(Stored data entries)
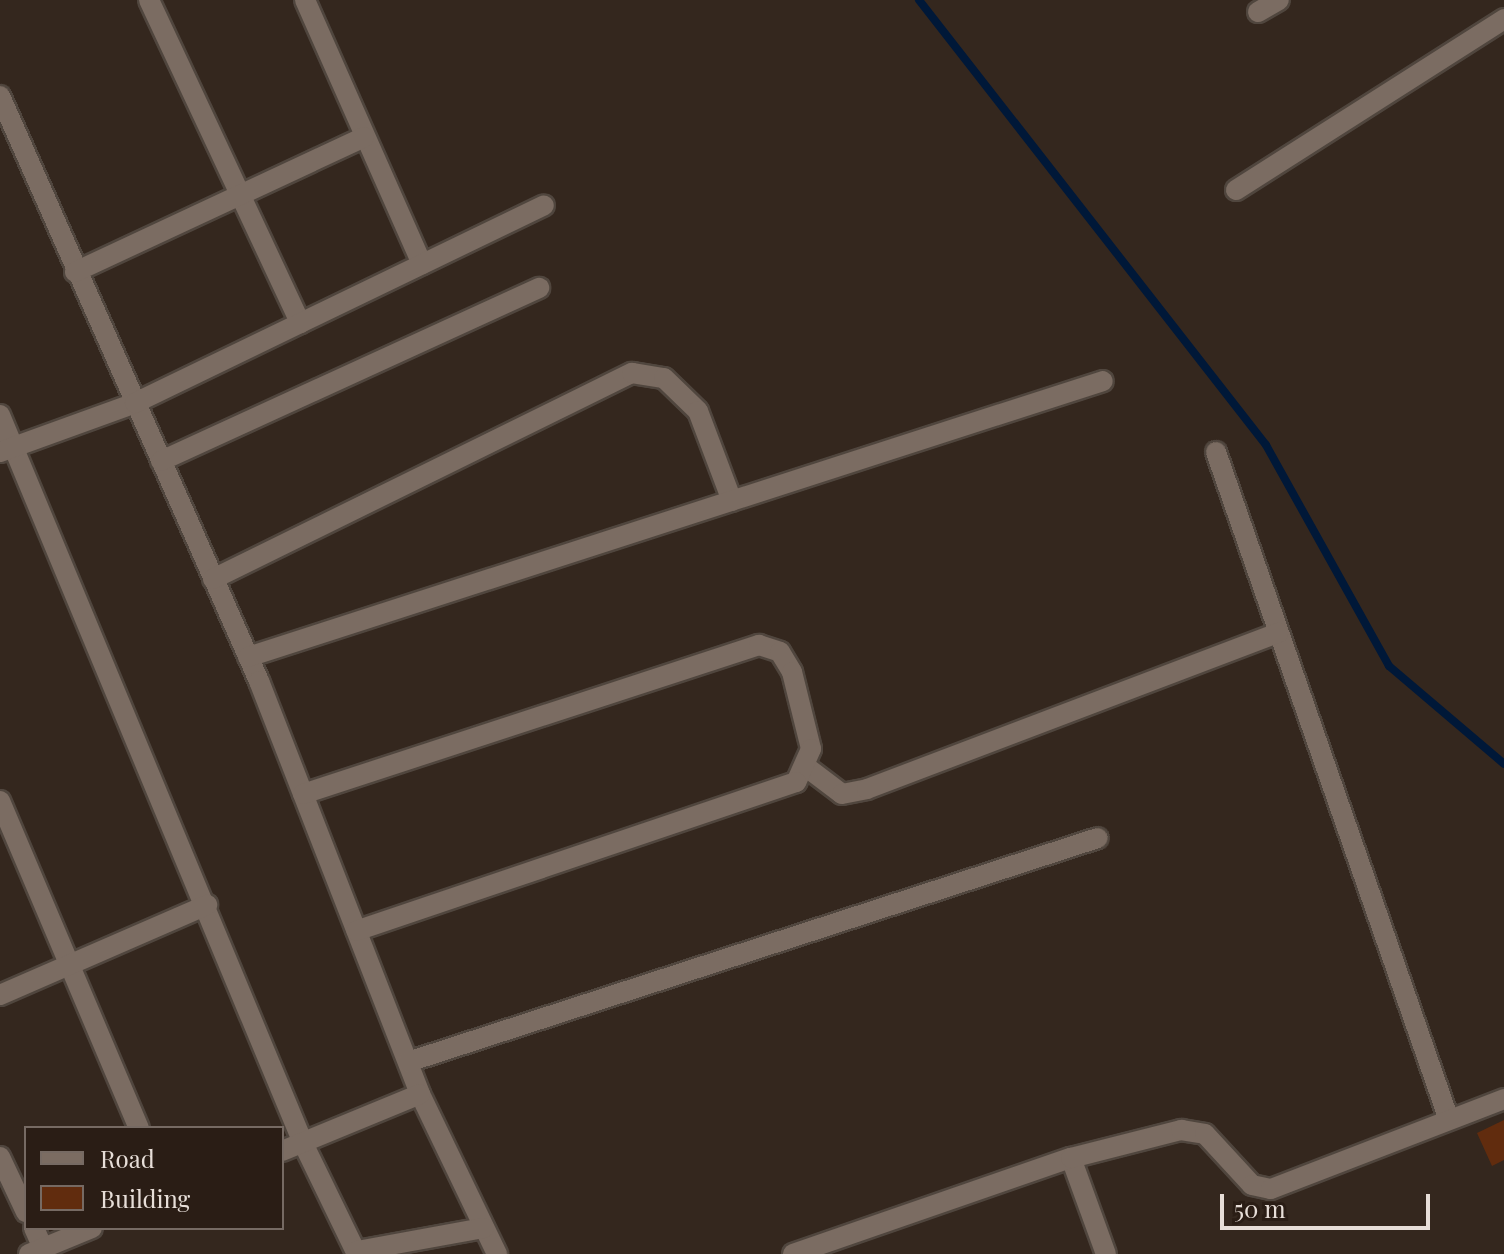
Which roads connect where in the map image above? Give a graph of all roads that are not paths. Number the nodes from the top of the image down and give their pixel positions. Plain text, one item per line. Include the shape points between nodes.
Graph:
1 (149, 0) edge
2 (305, 0) edge
3 (1279, 0) edge
4 (1258, 12) dead end
5 (1504, 19) edge
6 (0, 96) edge
7 (364, 137) junction
8 (238, 190) junction
9 (1236, 190) dead end
10 (544, 205) dead end
11 (422, 264) junction
12 (75, 272) junction
13 (539, 288) dead end
14 (300, 323) junction
15 (1103, 381) dead end
16 (135, 403) junction
17 (0, 415) edge
18 (7, 450) edge
19 (1216, 452) dead end
20 (161, 461) junction
21 (732, 501) junction
22 (213, 579) junction
23 (1278, 633) junction
24 (248, 657) junction
25 (809, 769) junction
26 (303, 794) junction
27 (0, 801) edge
28 (1098, 838) dead end
29 (207, 905) junction
30 (357, 931) junction
31 (69, 963) junction
32 (0, 995) edge
33 (408, 1062) junction
34 (420, 1094) junction
35 (1504, 1099) edge
36 (1449, 1120) junction
37 (138, 1126) edge
38 (303, 1143) junction
39 (284, 1150) edge
40 (0, 1157) edge
41 (1071, 1158) junction
42 (24, 1208) edge
43 (484, 1228) junction
44 (34, 1230) edge
45 (87, 1230) edge
46 (36, 1251) edge
47 (357, 1252) edge
48 (497, 1254) edge
49 (793, 1254) edge
50 (1106, 1254) edge

1 - 8 street
2 - 7 street
3 - 4 street
5 - 9 street
6 - 12 street
7 - 8 street
7 - 11 street
8 - 12 street
8 - 14 street
10 - 11 street
11 - 14 street
12 - 16 street
13 - 20 street
14 - 16 street
15 - 21 street
16 - 18 street
16 - 20 street
17 - 18 street
18 - 29 street
19 - 23 street
20 - 22 street
21 - 22 street via 698,411 664,378 632,373
21 - 24 street
22 - 24 street
23 - 25 street via 867,789 842,794
23 - 36 street
24 - 26 street
25 - 26 street via 811,749 792,672 780,652 759,645
25 - 30 street via 796,782
26 - 30 street
27 - 31 street
28 - 33 street
29 - 31 street
29 - 38 street
30 - 33 street
31 - 32 street
31 - 37 street
33 - 34 street
34 - 38 street
34 - 43 street
35 - 36 street
36 - 41 street via 1271,1189 1252,1185 1205,1134 1181,1130
38 - 39 street
38 - 47 street
40 - 42 street
41 - 49 street
41 - 50 street
43 - 47 street
43 - 48 street
44 - 46 street
45 - 46 street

- [Task to complete] Print every line of the data exactly. Pictures do not belong in the copy.

- [Completed task]
Which roads connect where in the map image above? Give a graph of all roads that are not paths. Number the nodes from the top of the image down and give their pixel positions. Plain text, one item per line. Include the shape points between nodes.
Graph:
1 (149, 0) edge
2 (305, 0) edge
3 (1279, 0) edge
4 (1258, 12) dead end
5 (1504, 19) edge
6 (0, 96) edge
7 (364, 137) junction
8 (238, 190) junction
9 (1236, 190) dead end
10 (544, 205) dead end
11 (422, 264) junction
12 (75, 272) junction
13 (539, 288) dead end
14 (300, 323) junction
15 (1103, 381) dead end
16 (135, 403) junction
17 (0, 415) edge
18 (7, 450) edge
19 (1216, 452) dead end
20 (161, 461) junction
21 (732, 501) junction
22 (213, 579) junction
23 (1278, 633) junction
24 (248, 657) junction
25 (809, 769) junction
26 (303, 794) junction
27 (0, 801) edge
28 (1098, 838) dead end
29 (207, 905) junction
30 (357, 931) junction
31 (69, 963) junction
32 (0, 995) edge
33 (408, 1062) junction
34 (420, 1094) junction
35 (1504, 1099) edge
36 (1449, 1120) junction
37 (138, 1126) edge
38 (303, 1143) junction
39 (284, 1150) edge
40 (0, 1157) edge
41 (1071, 1158) junction
42 (24, 1208) edge
43 (484, 1228) junction
44 (34, 1230) edge
45 (87, 1230) edge
46 (36, 1251) edge
47 (357, 1252) edge
48 (497, 1254) edge
49 (793, 1254) edge
50 (1106, 1254) edge

1 - 8 street
2 - 7 street
3 - 4 street
5 - 9 street
6 - 12 street
7 - 8 street
7 - 11 street
8 - 12 street
8 - 14 street
10 - 11 street
11 - 14 street
12 - 16 street
13 - 20 street
14 - 16 street
15 - 21 street
16 - 18 street
16 - 20 street
17 - 18 street
18 - 29 street
19 - 23 street
20 - 22 street
21 - 22 street via 698,411 664,378 632,373
21 - 24 street
22 - 24 street
23 - 25 street via 867,789 842,794
23 - 36 street
24 - 26 street
25 - 26 street via 811,749 792,672 780,652 759,645
25 - 30 street via 796,782
26 - 30 street
27 - 31 street
28 - 33 street
29 - 31 street
29 - 38 street
30 - 33 street
31 - 32 street
31 - 37 street
33 - 34 street
34 - 38 street
34 - 43 street
35 - 36 street
36 - 41 street via 1271,1189 1252,1185 1205,1134 1181,1130
38 - 39 street
38 - 47 street
40 - 42 street
41 - 49 street
41 - 50 street
43 - 47 street
43 - 48 street
44 - 46 street
45 - 46 street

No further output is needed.